## Problem to work on
Below are some records. Return exactly the lines from the one with "Build a routing" to the one with "Which roads connect where in the", and nothing else.
══════════
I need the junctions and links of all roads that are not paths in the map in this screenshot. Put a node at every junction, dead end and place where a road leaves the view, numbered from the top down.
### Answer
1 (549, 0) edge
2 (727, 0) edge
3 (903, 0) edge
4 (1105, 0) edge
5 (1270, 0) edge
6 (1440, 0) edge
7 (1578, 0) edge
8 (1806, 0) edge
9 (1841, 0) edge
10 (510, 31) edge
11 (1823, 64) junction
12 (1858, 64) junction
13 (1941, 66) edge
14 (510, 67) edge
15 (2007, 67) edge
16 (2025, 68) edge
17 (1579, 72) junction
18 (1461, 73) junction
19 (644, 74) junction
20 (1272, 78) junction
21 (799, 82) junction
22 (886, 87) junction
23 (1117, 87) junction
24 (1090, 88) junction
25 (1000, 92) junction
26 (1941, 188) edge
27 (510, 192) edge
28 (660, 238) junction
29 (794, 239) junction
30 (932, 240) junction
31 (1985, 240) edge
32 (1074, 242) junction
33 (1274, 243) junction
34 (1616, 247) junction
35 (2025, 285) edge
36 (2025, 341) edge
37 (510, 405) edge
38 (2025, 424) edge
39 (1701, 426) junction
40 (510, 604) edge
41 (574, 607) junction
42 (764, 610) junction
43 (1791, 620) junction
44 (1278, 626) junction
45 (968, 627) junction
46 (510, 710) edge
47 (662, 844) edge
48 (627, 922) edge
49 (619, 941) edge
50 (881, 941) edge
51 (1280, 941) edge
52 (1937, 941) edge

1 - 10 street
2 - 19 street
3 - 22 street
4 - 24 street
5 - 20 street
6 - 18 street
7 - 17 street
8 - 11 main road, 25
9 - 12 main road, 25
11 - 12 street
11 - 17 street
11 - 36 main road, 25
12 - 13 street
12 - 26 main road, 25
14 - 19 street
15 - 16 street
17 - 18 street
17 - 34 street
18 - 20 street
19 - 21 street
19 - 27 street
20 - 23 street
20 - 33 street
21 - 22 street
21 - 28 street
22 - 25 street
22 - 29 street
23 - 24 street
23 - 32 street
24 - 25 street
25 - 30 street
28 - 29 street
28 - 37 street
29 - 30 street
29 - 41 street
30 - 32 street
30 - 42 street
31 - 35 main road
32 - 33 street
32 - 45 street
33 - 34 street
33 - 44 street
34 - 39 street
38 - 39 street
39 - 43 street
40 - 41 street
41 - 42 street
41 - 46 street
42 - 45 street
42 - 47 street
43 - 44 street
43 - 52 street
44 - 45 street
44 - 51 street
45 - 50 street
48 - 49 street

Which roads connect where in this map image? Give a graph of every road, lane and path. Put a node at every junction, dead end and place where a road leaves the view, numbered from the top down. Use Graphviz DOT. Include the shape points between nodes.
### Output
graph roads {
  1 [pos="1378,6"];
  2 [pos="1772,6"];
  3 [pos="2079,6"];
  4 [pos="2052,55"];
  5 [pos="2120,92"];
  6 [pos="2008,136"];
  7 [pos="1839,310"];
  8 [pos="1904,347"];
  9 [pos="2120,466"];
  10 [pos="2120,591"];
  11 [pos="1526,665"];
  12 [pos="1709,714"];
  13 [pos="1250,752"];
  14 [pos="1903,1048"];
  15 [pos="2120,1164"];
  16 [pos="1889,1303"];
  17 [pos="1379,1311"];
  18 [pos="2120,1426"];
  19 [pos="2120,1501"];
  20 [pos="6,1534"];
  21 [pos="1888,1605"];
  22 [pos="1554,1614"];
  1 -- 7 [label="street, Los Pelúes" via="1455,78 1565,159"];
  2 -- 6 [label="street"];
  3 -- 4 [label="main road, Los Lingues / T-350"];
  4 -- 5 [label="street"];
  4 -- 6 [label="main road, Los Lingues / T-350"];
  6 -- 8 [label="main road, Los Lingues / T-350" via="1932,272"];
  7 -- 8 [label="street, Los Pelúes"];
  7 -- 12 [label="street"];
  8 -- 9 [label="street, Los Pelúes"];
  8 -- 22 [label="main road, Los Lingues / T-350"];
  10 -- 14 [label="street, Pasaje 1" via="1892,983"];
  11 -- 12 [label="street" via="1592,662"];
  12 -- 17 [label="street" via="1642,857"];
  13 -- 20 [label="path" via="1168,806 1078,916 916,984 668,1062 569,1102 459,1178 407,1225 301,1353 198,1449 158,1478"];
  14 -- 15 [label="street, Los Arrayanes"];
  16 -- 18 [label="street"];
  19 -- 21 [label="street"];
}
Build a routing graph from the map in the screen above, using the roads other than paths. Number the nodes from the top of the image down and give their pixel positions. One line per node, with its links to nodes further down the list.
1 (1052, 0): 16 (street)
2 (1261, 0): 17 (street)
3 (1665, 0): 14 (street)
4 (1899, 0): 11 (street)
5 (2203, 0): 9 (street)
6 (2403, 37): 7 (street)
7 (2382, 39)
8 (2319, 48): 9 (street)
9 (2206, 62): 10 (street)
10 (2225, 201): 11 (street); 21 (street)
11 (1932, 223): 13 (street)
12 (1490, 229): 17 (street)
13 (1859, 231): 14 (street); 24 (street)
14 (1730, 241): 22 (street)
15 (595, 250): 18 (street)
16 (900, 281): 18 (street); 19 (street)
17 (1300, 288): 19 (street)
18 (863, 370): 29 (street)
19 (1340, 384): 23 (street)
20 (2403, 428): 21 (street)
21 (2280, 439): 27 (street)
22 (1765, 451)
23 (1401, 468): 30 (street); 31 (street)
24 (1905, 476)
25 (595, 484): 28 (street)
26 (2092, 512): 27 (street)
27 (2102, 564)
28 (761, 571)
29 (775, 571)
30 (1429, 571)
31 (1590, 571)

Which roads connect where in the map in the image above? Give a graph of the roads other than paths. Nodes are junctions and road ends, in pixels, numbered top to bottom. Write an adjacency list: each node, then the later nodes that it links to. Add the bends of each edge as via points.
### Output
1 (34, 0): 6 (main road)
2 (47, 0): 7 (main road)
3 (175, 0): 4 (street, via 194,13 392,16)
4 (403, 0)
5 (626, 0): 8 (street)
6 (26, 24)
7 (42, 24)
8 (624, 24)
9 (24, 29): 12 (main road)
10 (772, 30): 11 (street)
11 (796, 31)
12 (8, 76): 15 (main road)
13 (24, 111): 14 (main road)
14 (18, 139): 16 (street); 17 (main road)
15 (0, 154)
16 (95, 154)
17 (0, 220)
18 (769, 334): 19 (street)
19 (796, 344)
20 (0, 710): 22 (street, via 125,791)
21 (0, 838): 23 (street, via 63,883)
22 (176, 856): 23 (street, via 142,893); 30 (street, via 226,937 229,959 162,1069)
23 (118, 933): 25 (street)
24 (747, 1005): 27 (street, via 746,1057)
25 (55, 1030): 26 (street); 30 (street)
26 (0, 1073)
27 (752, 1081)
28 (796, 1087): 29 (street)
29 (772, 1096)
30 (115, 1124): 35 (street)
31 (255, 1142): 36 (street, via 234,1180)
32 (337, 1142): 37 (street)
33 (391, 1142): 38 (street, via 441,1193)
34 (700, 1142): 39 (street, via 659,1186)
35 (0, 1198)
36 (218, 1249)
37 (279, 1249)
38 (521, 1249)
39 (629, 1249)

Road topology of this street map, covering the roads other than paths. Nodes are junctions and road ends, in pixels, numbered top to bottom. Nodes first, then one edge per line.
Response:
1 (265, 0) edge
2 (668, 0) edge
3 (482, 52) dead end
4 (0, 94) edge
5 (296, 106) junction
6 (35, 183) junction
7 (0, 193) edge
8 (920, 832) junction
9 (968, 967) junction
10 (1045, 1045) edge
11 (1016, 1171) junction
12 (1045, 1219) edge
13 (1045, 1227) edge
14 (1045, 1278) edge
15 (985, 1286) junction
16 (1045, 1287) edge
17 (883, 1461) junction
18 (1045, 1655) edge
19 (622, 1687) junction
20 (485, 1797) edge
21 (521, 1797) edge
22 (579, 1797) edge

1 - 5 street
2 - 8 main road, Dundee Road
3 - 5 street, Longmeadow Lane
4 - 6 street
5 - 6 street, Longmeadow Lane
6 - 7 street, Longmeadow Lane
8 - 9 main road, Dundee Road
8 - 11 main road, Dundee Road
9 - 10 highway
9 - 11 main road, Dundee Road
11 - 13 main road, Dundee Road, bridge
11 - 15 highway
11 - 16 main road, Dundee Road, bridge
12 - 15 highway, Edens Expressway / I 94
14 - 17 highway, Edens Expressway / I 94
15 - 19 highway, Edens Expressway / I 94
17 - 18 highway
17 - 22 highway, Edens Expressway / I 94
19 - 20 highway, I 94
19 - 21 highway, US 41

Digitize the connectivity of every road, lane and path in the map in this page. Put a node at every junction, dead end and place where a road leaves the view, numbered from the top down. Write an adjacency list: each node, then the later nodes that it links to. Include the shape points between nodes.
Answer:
══════════
## Exercise response
Build a routing graph from the map in the screen above, using the roads other than paths. Number the nodes from the top of the image down and give their pixel positions. One line per node, with its links to nodes further down the list.
1 (1052, 0): 16 (street)
2 (1261, 0): 17 (street)
3 (1665, 0): 14 (street)
4 (1899, 0): 11 (street)
5 (2203, 0): 9 (street)
6 (2403, 37): 7 (street)
7 (2382, 39)
8 (2319, 48): 9 (street)
9 (2206, 62): 10 (street)
10 (2225, 201): 11 (street); 21 (street)
11 (1932, 223): 13 (street)
12 (1490, 229): 17 (street)
13 (1859, 231): 14 (street); 24 (street)
14 (1730, 241): 22 (street)
15 (595, 250): 18 (street)
16 (900, 281): 18 (street); 19 (street)
17 (1300, 288): 19 (street)
18 (863, 370): 29 (street)
19 (1340, 384): 23 (street)
20 (2403, 428): 21 (street)
21 (2280, 439): 27 (street)
22 (1765, 451)
23 (1401, 468): 30 (street); 31 (street)
24 (1905, 476)
25 (595, 484): 28 (street)
26 (2092, 512): 27 (street)
27 (2102, 564)
28 (761, 571)
29 (775, 571)
30 (1429, 571)
31 (1590, 571)

Which roads connect where in the map in the image above? Give a graph of the roads other than paths. Nodes are junctions and road ends, in pixels, numbered top to bottom. Write an adjacency list: each node, then the later nodes that it links to. Add the bends of each edge as via points.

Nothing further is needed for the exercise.